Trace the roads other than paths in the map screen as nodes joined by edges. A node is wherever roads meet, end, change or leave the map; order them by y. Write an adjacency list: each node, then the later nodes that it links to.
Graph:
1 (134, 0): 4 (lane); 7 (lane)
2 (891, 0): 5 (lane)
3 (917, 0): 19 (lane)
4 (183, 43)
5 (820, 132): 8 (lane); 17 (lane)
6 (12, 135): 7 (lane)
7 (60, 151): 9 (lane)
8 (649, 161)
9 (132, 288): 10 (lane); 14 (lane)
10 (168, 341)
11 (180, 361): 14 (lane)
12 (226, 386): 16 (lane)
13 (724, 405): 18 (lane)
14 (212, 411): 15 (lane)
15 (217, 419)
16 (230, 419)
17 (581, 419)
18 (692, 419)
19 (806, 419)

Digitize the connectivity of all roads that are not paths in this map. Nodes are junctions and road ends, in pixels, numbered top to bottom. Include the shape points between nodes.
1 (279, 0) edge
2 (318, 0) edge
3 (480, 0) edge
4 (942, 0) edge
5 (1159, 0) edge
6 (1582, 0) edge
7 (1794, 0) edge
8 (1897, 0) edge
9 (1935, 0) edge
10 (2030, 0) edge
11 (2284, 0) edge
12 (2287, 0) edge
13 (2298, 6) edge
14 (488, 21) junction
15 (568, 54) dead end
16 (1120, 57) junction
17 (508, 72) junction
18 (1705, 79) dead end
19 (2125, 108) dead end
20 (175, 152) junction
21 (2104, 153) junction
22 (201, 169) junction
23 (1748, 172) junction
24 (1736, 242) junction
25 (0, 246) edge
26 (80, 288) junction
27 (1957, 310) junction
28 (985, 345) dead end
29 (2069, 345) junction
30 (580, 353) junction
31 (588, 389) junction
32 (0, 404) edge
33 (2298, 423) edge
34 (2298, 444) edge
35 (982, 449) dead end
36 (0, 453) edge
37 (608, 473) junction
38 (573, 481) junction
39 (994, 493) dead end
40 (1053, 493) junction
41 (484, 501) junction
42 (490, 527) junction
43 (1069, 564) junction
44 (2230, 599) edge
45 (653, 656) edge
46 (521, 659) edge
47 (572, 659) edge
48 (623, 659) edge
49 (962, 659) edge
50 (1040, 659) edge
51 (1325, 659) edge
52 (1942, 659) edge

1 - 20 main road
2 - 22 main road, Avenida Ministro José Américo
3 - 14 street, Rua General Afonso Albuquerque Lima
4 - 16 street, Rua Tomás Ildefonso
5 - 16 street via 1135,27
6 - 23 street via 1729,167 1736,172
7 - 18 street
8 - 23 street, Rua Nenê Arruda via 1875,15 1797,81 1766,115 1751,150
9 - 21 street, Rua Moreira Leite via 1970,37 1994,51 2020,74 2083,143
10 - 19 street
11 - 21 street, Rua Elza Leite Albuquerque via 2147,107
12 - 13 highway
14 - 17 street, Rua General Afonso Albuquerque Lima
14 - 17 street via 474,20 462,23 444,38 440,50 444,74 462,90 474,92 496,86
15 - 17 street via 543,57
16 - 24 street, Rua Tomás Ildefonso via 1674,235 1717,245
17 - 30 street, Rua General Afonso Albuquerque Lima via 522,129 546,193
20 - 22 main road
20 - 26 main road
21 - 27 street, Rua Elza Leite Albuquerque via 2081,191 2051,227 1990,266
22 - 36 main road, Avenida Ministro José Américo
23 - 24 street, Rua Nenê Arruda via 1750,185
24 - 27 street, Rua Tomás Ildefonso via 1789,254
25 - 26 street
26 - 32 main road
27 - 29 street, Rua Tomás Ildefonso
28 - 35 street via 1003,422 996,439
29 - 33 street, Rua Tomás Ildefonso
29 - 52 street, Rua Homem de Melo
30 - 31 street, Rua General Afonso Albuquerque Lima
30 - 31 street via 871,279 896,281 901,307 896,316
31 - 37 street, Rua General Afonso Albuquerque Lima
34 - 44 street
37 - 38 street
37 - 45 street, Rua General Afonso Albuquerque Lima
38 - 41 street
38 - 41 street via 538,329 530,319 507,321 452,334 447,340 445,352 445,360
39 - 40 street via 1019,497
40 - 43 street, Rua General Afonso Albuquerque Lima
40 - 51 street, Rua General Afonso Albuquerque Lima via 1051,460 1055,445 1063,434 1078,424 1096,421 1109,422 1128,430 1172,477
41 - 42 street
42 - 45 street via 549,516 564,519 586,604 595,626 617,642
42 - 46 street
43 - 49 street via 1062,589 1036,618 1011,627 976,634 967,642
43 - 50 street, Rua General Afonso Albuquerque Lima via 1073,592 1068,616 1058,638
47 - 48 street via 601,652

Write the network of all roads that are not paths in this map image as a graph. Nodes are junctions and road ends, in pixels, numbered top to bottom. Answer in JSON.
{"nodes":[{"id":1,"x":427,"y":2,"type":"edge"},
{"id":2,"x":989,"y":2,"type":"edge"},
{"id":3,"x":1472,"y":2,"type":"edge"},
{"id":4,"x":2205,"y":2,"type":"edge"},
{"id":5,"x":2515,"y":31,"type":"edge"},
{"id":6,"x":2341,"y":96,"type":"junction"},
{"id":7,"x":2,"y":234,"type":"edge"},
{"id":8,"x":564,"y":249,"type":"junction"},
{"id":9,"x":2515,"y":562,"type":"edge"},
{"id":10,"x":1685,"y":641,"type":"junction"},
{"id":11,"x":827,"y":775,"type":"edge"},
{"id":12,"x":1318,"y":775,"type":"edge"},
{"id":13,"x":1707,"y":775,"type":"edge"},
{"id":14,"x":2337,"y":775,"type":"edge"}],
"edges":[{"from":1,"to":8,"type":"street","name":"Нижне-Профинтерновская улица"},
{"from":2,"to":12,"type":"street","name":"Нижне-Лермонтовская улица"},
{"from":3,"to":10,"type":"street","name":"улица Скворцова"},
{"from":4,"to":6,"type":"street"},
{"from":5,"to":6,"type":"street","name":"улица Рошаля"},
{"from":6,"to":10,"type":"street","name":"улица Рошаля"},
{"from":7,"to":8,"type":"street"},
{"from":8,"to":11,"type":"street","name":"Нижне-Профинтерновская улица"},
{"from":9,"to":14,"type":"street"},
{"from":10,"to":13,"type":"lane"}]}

════════

Repeat every record above exactly as it appears.

Response to this exercise —
Trace the roads other than paths in the map screen as nodes joined by edges. A node is wherever roads meet, end, change or leave the map; order them by y. Write an adjacency list: each node, then the later nodes that it links to.
Graph:
1 (134, 0): 4 (lane); 7 (lane)
2 (891, 0): 5 (lane)
3 (917, 0): 19 (lane)
4 (183, 43)
5 (820, 132): 8 (lane); 17 (lane)
6 (12, 135): 7 (lane)
7 (60, 151): 9 (lane)
8 (649, 161)
9 (132, 288): 10 (lane); 14 (lane)
10 (168, 341)
11 (180, 361): 14 (lane)
12 (226, 386): 16 (lane)
13 (724, 405): 18 (lane)
14 (212, 411): 15 (lane)
15 (217, 419)
16 (230, 419)
17 (581, 419)
18 (692, 419)
19 (806, 419)

Digitize the connectivity of all roads that are not paths in this map. Nodes are junctions and road ends, in pixels, numbered top to bottom. Include the shape points between nodes.
1 (279, 0) edge
2 (318, 0) edge
3 (480, 0) edge
4 (942, 0) edge
5 (1159, 0) edge
6 (1582, 0) edge
7 (1794, 0) edge
8 (1897, 0) edge
9 (1935, 0) edge
10 (2030, 0) edge
11 (2284, 0) edge
12 (2287, 0) edge
13 (2298, 6) edge
14 (488, 21) junction
15 (568, 54) dead end
16 (1120, 57) junction
17 (508, 72) junction
18 (1705, 79) dead end
19 (2125, 108) dead end
20 (175, 152) junction
21 (2104, 153) junction
22 (201, 169) junction
23 (1748, 172) junction
24 (1736, 242) junction
25 (0, 246) edge
26 (80, 288) junction
27 (1957, 310) junction
28 (985, 345) dead end
29 (2069, 345) junction
30 (580, 353) junction
31 (588, 389) junction
32 (0, 404) edge
33 (2298, 423) edge
34 (2298, 444) edge
35 (982, 449) dead end
36 (0, 453) edge
37 (608, 473) junction
38 (573, 481) junction
39 (994, 493) dead end
40 (1053, 493) junction
41 (484, 501) junction
42 (490, 527) junction
43 (1069, 564) junction
44 (2230, 599) edge
45 (653, 656) edge
46 (521, 659) edge
47 (572, 659) edge
48 (623, 659) edge
49 (962, 659) edge
50 (1040, 659) edge
51 (1325, 659) edge
52 (1942, 659) edge

1 - 20 main road
2 - 22 main road, Avenida Ministro José Américo
3 - 14 street, Rua General Afonso Albuquerque Lima
4 - 16 street, Rua Tomás Ildefonso
5 - 16 street via 1135,27
6 - 23 street via 1729,167 1736,172
7 - 18 street
8 - 23 street, Rua Nenê Arruda via 1875,15 1797,81 1766,115 1751,150
9 - 21 street, Rua Moreira Leite via 1970,37 1994,51 2020,74 2083,143
10 - 19 street
11 - 21 street, Rua Elza Leite Albuquerque via 2147,107
12 - 13 highway
14 - 17 street, Rua General Afonso Albuquerque Lima
14 - 17 street via 474,20 462,23 444,38 440,50 444,74 462,90 474,92 496,86
15 - 17 street via 543,57
16 - 24 street, Rua Tomás Ildefonso via 1674,235 1717,245
17 - 30 street, Rua General Afonso Albuquerque Lima via 522,129 546,193
20 - 22 main road
20 - 26 main road
21 - 27 street, Rua Elza Leite Albuquerque via 2081,191 2051,227 1990,266
22 - 36 main road, Avenida Ministro José Américo
23 - 24 street, Rua Nenê Arruda via 1750,185
24 - 27 street, Rua Tomás Ildefonso via 1789,254
25 - 26 street
26 - 32 main road
27 - 29 street, Rua Tomás Ildefonso
28 - 35 street via 1003,422 996,439
29 - 33 street, Rua Tomás Ildefonso
29 - 52 street, Rua Homem de Melo
30 - 31 street, Rua General Afonso Albuquerque Lima
30 - 31 street via 871,279 896,281 901,307 896,316
31 - 37 street, Rua General Afonso Albuquerque Lima
34 - 44 street
37 - 38 street
37 - 45 street, Rua General Afonso Albuquerque Lima
38 - 41 street
38 - 41 street via 538,329 530,319 507,321 452,334 447,340 445,352 445,360
39 - 40 street via 1019,497
40 - 43 street, Rua General Afonso Albuquerque Lima
40 - 51 street, Rua General Afonso Albuquerque Lima via 1051,460 1055,445 1063,434 1078,424 1096,421 1109,422 1128,430 1172,477
41 - 42 street
42 - 45 street via 549,516 564,519 586,604 595,626 617,642
42 - 46 street
43 - 49 street via 1062,589 1036,618 1011,627 976,634 967,642
43 - 50 street, Rua General Afonso Albuquerque Lima via 1073,592 1068,616 1058,638
47 - 48 street via 601,652

Write the network of all roads that are not paths in this map image as a graph. Nodes are junctions and road ends, in pixels, numbered top to bottom. Answer in JSON.
{"nodes":[{"id":1,"x":427,"y":2,"type":"edge"},
{"id":2,"x":989,"y":2,"type":"edge"},
{"id":3,"x":1472,"y":2,"type":"edge"},
{"id":4,"x":2205,"y":2,"type":"edge"},
{"id":5,"x":2515,"y":31,"type":"edge"},
{"id":6,"x":2341,"y":96,"type":"junction"},
{"id":7,"x":2,"y":234,"type":"edge"},
{"id":8,"x":564,"y":249,"type":"junction"},
{"id":9,"x":2515,"y":562,"type":"edge"},
{"id":10,"x":1685,"y":641,"type":"junction"},
{"id":11,"x":827,"y":775,"type":"edge"},
{"id":12,"x":1318,"y":775,"type":"edge"},
{"id":13,"x":1707,"y":775,"type":"edge"},
{"id":14,"x":2337,"y":775,"type":"edge"}],
"edges":[{"from":1,"to":8,"type":"street","name":"Нижне-Профинтерновская улица"},
{"from":2,"to":12,"type":"street","name":"Нижне-Лермонтовская улица"},
{"from":3,"to":10,"type":"street","name":"улица Скворцова"},
{"from":4,"to":6,"type":"street"},
{"from":5,"to":6,"type":"street","name":"улица Рошаля"},
{"from":6,"to":10,"type":"street","name":"улица Рошаля"},
{"from":7,"to":8,"type":"street"},
{"from":8,"to":11,"type":"street","name":"Нижне-Профинтерновская улица"},
{"from":9,"to":14,"type":"street"},
{"from":10,"to":13,"type":"lane"}]}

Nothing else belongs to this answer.